Most of the Wild Bird Fund's patients are brought to the facility by members of the public, as well as by organizations like the Animal Care Centers of NYC and the NYC Department of Parks and Recreation. The hospital treats a wide range of bird species, as well as other small wildlife, though its most common patients are pigeons. About a sixth of all patients are baby pigeons.

The leading cause of injury is window collisions. New York City was built along the Atlantic Flyway, a major migration path, and birds are confused by lights behind the windows or reflections of trees or sky, colliding with glass in large numbers, especially during spring and fall migration. The New York City Audubon Society estimates the number of bird deaths by window collision in the city to be between 90,000 and 230,000 each year. Most crashes occur during fall by birds making their first migration. Other ailments might be caused by lead in the environment, rodenticide, car or bicycle collisions, discarded fishing line, and cat or dog attacks. Nestling and fledgling birds make up a large portion of the patient population during summer.

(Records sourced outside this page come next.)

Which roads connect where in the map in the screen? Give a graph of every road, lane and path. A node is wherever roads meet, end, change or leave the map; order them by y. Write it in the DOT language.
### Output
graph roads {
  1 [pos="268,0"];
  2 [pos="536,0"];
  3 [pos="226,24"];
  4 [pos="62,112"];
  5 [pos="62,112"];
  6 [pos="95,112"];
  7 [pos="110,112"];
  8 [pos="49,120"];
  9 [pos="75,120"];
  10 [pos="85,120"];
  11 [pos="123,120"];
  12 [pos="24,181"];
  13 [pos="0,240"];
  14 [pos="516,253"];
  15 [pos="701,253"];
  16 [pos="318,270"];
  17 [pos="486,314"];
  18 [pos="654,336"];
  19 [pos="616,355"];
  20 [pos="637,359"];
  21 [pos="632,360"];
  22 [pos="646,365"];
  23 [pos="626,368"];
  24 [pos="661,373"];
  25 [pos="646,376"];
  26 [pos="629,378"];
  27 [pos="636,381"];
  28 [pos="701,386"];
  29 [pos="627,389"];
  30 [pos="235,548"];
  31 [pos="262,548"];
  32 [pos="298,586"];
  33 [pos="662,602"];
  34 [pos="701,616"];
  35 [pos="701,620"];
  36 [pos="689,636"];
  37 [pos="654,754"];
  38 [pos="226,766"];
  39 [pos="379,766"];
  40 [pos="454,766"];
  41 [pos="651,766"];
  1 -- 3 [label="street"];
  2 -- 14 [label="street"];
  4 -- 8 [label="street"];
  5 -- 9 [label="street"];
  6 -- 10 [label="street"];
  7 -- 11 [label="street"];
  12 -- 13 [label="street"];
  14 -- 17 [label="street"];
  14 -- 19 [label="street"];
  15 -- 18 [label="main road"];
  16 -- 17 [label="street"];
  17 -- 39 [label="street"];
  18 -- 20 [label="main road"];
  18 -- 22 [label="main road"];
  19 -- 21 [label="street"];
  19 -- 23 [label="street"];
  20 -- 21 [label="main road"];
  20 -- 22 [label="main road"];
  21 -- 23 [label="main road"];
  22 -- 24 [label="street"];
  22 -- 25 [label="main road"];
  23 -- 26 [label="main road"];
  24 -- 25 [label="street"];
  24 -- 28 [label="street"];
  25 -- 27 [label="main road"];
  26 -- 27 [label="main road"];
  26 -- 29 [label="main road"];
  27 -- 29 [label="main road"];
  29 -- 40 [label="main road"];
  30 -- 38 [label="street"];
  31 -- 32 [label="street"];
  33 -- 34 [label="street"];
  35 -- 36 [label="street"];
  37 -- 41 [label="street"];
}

When injured birds are admitted, they are categorized according to the seriousness of their injuries, with some spending time in an open area that allows them to fly, some kept in cloth baskets with perches, and others placed in incubators. According to McMahon, half of the animals brought in for treatment are rehabilitated and returned to the wild while others die or are euthanized. Some require long-term care or cannot be released to the wild and are transferred to other regional sanctuaries like The Raptor Trust in New Jersey or private sanctuaries in upstate New York. For recovered birds, the site of release is based in part on whether they are migrating, and in which direction. While many pigeons are released in nearby Central Park, birds migrating south might be released in Prospect Park in Brooklyn, which allows a mostly clear path to the south as compared to Central Park and most other sites in Manhattan.

The hospital employs an animal care staff of about 25 people, with assistance from 100 or more volunteers. It does not charge for services, relying largely on individual donations, as well as foundation grants and sponsorships.

During the COVID-19 pandemic, with a larger number of people birding and spending time in nature, the Wild Bird Fund saw an increase in the number of injured birds taken to the hospital, even while there was no evidence the number of overall injuries increased.